* **Exercise directions**:
Tally every line of the material where "PALAZZO" occurs, then write the total by itself.

* **Provided records**:
********************
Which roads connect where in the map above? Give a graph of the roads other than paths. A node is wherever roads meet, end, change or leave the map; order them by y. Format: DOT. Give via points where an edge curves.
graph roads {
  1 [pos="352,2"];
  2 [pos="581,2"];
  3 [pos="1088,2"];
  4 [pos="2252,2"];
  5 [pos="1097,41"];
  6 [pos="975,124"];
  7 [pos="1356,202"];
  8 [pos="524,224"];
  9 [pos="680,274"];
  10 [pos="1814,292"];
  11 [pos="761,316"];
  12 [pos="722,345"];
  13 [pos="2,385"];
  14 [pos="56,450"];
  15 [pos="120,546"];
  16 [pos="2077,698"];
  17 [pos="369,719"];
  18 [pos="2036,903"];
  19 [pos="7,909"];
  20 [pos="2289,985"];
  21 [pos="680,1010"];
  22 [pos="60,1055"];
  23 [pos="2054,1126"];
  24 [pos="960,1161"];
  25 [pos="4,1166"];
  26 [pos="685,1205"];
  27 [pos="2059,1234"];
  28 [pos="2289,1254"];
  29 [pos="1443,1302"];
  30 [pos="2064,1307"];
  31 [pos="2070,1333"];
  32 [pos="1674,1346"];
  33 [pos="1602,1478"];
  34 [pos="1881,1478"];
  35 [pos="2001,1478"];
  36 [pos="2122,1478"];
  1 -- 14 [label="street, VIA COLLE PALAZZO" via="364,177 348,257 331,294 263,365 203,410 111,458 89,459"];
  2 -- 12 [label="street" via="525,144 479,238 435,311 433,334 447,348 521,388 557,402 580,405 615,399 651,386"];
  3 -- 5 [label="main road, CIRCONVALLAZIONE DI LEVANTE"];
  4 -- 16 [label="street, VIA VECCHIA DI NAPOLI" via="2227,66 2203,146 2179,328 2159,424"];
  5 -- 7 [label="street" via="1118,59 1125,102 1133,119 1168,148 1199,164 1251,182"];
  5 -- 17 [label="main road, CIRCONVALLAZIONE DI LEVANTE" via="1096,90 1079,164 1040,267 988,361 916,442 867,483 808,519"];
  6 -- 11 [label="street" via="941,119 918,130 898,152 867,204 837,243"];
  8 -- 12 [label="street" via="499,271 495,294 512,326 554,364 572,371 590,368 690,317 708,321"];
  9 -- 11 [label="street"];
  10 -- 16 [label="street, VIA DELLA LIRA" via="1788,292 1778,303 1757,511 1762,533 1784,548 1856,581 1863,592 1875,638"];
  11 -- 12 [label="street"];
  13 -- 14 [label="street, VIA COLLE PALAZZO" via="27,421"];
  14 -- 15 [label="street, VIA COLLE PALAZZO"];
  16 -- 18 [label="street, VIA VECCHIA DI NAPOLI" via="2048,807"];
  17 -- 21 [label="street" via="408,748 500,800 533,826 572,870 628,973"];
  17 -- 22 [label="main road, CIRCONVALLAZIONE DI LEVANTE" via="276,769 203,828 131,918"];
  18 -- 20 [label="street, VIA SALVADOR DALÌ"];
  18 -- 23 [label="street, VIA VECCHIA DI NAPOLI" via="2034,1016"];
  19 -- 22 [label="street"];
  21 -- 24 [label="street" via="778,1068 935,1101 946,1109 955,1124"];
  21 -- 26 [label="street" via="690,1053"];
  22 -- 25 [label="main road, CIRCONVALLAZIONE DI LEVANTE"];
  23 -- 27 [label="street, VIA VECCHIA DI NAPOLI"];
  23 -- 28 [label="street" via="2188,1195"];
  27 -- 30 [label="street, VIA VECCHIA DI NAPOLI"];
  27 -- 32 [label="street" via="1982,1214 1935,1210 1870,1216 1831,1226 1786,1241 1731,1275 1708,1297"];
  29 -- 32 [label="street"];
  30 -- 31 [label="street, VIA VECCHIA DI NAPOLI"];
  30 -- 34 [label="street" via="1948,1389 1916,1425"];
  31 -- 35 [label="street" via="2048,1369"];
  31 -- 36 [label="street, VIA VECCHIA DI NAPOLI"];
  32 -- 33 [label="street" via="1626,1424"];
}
********************
* **Answer box**:
3